Task goal
Would you copy all lines in the data that contain the word "Hugo"?

Dataset entries
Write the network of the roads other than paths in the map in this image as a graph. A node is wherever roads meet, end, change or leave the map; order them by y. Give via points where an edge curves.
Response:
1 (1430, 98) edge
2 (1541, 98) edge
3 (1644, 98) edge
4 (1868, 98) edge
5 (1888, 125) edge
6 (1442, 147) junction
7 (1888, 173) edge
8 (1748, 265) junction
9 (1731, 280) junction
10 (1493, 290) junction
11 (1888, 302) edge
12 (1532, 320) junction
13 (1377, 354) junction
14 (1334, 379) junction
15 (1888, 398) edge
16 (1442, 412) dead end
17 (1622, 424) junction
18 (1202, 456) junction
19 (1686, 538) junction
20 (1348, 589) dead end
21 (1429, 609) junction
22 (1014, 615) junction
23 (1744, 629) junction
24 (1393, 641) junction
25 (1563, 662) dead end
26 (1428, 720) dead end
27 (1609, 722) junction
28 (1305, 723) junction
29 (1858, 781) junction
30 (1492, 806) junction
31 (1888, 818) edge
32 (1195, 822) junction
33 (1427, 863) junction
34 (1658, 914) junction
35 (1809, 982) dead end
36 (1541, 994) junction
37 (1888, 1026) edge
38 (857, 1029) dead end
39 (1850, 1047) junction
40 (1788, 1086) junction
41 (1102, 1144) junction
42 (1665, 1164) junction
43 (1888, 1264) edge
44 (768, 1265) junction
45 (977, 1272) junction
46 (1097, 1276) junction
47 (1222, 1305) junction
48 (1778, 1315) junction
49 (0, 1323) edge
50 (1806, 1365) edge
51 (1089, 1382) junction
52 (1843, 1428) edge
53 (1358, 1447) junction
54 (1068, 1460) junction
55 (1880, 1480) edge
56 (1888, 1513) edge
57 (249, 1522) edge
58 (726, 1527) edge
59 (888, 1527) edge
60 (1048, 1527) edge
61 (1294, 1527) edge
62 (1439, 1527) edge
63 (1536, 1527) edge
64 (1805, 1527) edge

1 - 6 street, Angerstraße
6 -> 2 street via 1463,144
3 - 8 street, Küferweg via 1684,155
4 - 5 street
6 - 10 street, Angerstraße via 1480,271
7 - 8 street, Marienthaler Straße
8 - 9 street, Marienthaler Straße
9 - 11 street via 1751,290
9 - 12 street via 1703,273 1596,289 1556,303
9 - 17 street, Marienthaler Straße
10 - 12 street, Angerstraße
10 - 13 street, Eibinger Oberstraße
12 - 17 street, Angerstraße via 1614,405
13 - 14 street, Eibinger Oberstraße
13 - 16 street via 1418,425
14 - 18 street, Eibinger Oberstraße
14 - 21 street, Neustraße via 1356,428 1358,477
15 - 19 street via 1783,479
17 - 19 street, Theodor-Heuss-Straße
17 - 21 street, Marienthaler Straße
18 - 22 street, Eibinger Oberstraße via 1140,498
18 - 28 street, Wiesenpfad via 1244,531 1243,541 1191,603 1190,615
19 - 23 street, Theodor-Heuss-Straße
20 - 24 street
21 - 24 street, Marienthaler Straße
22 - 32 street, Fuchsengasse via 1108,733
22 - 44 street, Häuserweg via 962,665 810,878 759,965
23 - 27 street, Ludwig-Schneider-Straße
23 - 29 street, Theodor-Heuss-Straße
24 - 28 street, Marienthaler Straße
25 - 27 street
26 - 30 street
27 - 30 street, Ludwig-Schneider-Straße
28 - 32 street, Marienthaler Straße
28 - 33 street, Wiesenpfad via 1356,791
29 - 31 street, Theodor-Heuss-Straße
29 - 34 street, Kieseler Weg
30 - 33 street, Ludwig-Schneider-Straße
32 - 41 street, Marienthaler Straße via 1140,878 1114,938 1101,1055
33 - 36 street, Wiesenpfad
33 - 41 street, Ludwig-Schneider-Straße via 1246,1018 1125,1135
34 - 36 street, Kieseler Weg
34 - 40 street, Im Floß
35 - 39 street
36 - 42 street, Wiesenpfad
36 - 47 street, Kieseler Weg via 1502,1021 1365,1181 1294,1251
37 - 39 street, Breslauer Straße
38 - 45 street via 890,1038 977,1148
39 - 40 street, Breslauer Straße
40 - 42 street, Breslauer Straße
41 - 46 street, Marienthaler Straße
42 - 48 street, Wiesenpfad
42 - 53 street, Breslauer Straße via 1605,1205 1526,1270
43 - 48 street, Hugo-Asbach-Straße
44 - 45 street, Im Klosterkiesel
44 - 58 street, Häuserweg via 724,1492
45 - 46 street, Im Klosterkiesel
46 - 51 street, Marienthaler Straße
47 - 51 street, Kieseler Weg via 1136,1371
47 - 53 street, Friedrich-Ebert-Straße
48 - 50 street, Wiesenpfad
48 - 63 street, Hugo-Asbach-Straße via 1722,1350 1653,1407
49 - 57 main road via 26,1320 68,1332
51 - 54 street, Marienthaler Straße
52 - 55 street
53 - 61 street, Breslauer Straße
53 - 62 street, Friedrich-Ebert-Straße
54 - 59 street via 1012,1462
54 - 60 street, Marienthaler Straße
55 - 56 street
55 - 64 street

Result of this exercise
43 - 48 street, Hugo-Asbach-Straße
48 - 63 street, Hugo-Asbach-Straße via 1722,1350 1653,1407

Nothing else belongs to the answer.